─── Input data ───

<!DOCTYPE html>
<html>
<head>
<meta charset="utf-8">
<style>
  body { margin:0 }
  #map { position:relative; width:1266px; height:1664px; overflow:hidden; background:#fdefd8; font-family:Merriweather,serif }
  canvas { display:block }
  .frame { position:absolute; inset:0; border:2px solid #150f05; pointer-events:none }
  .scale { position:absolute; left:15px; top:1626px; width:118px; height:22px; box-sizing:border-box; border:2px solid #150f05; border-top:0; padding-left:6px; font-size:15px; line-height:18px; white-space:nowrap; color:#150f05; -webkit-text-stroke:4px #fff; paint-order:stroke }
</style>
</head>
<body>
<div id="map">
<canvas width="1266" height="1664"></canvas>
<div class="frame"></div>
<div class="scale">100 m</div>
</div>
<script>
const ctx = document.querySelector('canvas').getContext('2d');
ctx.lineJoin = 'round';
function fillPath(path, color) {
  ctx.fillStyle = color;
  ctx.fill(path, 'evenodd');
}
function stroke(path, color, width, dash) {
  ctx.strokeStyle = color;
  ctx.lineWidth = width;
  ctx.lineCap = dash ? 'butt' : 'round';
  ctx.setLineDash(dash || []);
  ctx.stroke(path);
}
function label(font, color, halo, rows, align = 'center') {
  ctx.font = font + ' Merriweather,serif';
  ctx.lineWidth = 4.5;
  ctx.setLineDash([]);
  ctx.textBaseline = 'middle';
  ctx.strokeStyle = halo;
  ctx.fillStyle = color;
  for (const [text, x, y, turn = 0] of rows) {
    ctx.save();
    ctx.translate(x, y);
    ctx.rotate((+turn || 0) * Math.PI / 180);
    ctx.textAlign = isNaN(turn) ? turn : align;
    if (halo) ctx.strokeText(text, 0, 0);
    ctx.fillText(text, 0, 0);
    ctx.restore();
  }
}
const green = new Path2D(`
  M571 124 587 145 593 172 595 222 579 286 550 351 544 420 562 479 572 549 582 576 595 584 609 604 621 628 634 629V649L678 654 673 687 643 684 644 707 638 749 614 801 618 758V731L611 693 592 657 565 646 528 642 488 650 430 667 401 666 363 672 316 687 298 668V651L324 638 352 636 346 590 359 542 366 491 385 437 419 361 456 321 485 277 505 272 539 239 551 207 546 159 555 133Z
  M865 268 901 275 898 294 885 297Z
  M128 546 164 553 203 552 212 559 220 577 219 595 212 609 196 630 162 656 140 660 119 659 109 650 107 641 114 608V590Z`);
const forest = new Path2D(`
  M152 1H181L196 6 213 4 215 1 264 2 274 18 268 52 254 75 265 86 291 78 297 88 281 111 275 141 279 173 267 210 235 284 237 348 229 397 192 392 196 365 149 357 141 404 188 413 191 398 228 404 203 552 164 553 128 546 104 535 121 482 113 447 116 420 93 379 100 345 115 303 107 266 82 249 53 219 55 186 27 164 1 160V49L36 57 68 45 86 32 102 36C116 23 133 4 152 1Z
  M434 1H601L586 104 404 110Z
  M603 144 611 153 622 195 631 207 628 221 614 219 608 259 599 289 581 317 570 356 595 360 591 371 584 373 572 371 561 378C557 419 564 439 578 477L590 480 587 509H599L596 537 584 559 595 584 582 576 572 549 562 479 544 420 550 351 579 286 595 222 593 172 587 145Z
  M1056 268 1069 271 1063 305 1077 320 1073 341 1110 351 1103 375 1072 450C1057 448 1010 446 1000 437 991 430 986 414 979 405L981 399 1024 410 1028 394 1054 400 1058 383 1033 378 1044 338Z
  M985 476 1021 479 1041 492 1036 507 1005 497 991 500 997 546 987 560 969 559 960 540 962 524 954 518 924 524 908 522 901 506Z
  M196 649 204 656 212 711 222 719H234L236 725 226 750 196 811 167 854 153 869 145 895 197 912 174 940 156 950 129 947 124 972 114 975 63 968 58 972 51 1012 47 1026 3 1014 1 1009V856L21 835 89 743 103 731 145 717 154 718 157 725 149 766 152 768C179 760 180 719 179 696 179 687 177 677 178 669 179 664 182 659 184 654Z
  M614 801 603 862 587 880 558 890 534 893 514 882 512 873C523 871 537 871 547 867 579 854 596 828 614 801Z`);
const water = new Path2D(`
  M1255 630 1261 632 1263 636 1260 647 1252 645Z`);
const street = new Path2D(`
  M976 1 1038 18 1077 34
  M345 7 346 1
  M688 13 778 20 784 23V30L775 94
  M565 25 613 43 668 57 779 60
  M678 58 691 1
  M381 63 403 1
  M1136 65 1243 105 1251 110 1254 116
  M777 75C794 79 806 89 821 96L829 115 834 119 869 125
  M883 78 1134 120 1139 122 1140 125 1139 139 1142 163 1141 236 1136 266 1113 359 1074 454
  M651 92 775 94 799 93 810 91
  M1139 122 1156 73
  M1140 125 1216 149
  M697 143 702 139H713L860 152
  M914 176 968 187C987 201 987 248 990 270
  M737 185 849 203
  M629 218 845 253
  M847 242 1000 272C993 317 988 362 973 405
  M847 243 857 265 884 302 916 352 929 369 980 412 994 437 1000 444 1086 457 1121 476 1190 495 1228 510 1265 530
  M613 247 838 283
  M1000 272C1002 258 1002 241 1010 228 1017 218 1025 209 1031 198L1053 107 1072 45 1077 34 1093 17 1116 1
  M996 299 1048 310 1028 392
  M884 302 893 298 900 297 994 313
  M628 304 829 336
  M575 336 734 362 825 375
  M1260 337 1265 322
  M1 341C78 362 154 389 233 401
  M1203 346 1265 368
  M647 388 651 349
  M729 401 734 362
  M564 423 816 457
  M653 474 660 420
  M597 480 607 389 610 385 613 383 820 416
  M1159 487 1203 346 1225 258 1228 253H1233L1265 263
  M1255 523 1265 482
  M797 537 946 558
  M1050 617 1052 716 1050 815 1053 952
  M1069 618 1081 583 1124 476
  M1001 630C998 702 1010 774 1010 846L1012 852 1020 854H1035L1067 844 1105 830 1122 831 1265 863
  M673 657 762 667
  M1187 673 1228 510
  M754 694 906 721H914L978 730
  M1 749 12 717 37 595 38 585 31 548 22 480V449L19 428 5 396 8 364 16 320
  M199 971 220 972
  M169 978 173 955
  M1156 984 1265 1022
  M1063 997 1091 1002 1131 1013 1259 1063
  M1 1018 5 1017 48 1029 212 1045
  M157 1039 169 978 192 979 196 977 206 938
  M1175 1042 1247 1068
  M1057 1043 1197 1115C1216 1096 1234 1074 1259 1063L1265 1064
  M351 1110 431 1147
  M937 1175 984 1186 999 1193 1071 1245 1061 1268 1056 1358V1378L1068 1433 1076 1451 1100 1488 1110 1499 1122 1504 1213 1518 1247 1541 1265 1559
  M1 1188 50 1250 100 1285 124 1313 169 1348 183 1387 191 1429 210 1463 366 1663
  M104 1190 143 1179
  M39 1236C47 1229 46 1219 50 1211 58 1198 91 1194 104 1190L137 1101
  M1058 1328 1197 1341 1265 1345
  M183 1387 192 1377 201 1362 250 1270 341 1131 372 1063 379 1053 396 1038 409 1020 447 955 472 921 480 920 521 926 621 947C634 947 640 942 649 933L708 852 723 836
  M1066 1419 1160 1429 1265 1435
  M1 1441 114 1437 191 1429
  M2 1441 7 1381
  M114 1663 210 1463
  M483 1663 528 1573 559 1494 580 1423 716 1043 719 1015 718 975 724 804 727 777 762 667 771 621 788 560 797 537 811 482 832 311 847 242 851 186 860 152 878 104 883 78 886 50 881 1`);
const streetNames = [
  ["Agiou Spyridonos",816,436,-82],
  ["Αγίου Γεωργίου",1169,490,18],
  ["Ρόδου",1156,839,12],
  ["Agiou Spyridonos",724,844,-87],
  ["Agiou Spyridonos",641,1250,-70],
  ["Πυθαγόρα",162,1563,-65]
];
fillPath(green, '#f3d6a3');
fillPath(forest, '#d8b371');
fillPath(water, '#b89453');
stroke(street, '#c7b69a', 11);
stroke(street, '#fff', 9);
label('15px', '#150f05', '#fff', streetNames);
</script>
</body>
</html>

───

### Goal of the exercise
Please copy the lines in the records above between the one holding "M1 341C78 362 154 389 233 401" and the one holding "M797 537 946 558", inclusive, exactly and with no other line.

### Worked solution
  M1 341C78 362 154 389 233 401
  M1203 346 1265 368
  M647 388 651 349
  M729 401 734 362
  M564 423 816 457
  M653 474 660 420
  M597 480 607 389 610 385 613 383 820 416
  M1159 487 1203 346 1225 258 1228 253H1233L1265 263
  M1255 523 1265 482
  M797 537 946 558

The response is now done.